“Ten little bautas come out to party,” says Estrela with a bow. Venice’s shores reek danger and iodine on our way to Canal Grande, green and grey under a heavy fog— but not scary enough to stop us from going. We stroll around tiny alleys and cobblestone paths, steering clear of the canals. Merry drinking and nimble pirouettes.
“Wine chocked one of them and they were nine,” I sneer, when Kathy coughs in laughter.
Ca’ Dario stands in front of us, sombre, sleek and precious, often avoided and always dreaded. “A bizarre choice for a Mardi Gras, Iain,” Eliah says, looking at me. “Who is the owner?”
“One we don’t know yet—but we’re going to.”
Nine little bautas knock at the palace’s gates. But Carmen is afraid and she’s going to leave. “This place is cursed,” she whispers, “I’ll wait for you at the Canal’s Cafe. All stops at midnight, and the party as well.”
The bautas are eight, curious and willing, asking for admission at the front door. “Our only occasion to enter Ca’ Dario, close the rest of the year,” I say to them.
A masked servant comes to attend us—“Are you invited?”—“Yes, for sure.”
The Plague Doctor is admitted first, and Tina waves goodbye while walking inside.
We have to wait a bit longer, out in the cold, and we are seven.
Cards given and taken, bows exchanged and glasses filled up to the brim, we make our grand entrance in first ballroom’s court. Colombinas and Pierrots come to welcome, gracious hands that caress waists, and Daniel falls for the grace of a Moretta, kissing her away.
We are six, and drink champagne.
“Albinoni’s music is no good for dancing, and it’s time for love,” I tell Estrela with a smile. “Can we go to a quieter place?”
“Sure, Iain boy,” she smiles back, “just not yet. But look at that, Marie’s leaving now.”
We glance at her, coat’s gone and shirt opened up, while two Harlequins take her to play at the roulette’s table. And we are five.
Jeering talks and yet more wine, I see Aline near the window glass—red on her dress, red on reflection. Eyes that blink, head that turns, and Aline’s no more.
Excited and light-headed, the four of us exit the ballroom and go for the Corridor of the Mirrors—losing ourselves in their clear embrace, and losing Eliah too, in one of the rooms.

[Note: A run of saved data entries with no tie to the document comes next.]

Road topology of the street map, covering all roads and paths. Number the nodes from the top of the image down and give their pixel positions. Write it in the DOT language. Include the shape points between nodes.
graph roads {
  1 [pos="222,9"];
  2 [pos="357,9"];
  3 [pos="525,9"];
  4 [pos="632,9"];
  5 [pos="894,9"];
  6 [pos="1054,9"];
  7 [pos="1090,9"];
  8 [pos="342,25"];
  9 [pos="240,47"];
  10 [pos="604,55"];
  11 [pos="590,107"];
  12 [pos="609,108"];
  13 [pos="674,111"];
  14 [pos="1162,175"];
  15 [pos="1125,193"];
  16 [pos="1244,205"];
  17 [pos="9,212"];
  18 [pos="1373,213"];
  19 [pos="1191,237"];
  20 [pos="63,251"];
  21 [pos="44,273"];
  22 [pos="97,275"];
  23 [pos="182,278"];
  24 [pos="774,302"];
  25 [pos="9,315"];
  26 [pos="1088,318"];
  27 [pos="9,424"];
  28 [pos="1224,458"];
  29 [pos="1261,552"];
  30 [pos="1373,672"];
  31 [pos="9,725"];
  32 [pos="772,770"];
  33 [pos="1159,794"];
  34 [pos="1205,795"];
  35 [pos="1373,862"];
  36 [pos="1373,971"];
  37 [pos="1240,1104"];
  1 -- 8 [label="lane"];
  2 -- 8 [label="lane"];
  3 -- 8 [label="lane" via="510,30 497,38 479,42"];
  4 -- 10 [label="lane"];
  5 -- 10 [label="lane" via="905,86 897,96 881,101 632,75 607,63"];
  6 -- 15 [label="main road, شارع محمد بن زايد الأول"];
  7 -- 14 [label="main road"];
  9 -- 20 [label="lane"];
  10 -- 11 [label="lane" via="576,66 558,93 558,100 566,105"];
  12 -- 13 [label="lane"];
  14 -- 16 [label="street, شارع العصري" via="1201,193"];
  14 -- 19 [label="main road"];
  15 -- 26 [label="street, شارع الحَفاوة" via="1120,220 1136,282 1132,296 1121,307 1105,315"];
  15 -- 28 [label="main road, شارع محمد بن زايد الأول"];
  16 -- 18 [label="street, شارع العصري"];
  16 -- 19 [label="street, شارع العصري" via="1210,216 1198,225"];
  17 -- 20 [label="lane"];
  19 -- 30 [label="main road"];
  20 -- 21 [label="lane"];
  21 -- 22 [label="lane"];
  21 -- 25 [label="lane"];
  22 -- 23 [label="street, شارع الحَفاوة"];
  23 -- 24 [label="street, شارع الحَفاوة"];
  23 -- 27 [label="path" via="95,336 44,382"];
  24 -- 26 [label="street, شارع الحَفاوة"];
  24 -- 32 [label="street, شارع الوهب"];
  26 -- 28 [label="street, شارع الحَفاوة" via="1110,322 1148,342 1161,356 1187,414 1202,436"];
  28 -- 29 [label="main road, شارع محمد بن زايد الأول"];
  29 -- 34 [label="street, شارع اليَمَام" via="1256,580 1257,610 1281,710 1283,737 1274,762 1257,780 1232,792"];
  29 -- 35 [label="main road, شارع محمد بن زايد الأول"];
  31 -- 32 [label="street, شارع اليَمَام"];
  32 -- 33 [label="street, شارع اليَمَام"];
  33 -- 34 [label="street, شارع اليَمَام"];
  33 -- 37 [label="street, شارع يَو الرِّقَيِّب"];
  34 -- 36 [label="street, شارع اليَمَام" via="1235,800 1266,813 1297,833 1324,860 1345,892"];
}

“It’s ten,” Markus says, “my turn to be taken for a dance and enjoy Ca’ Dario.”
We kiss him goodbyes, and now we’re two.
My hand touches Estrela’s, skin that burns under my cold fingers.
Don’t worry,” she says, “one hour to midnight, one hour only to wait. And we’ll find them back all, our friends.”
She steps away from me, and I am alone.
There I am, a lonely little bauta, in the vaulted Corridor leading to the main Hall, where the final dance starts. I see them all, in their masks and their dresses and precious tricorn hats. We join hands, my nine friends and me, swivelling and dancing and whirling and hopping, at Vivaldi’s music, allegro and furioso.
And we go on and on.
But when at midnight we remove our bautas, I look around—and none of them are my friends. There are no faces under their masks, there’s no flesh in their garments. They’re ghouls from the past, they’re killers of the present—empty eye-sockets and vengeful daggers. They grab my arms, to take me away.
One little bauta was left alone, they say. We’ll keep him company, and there were none.
I look outside the window. One year is a long time, but the waiting is over. It’s Mardi Gras again, in Ca’ Dario’s palace. One year has passed, and more bautas will come.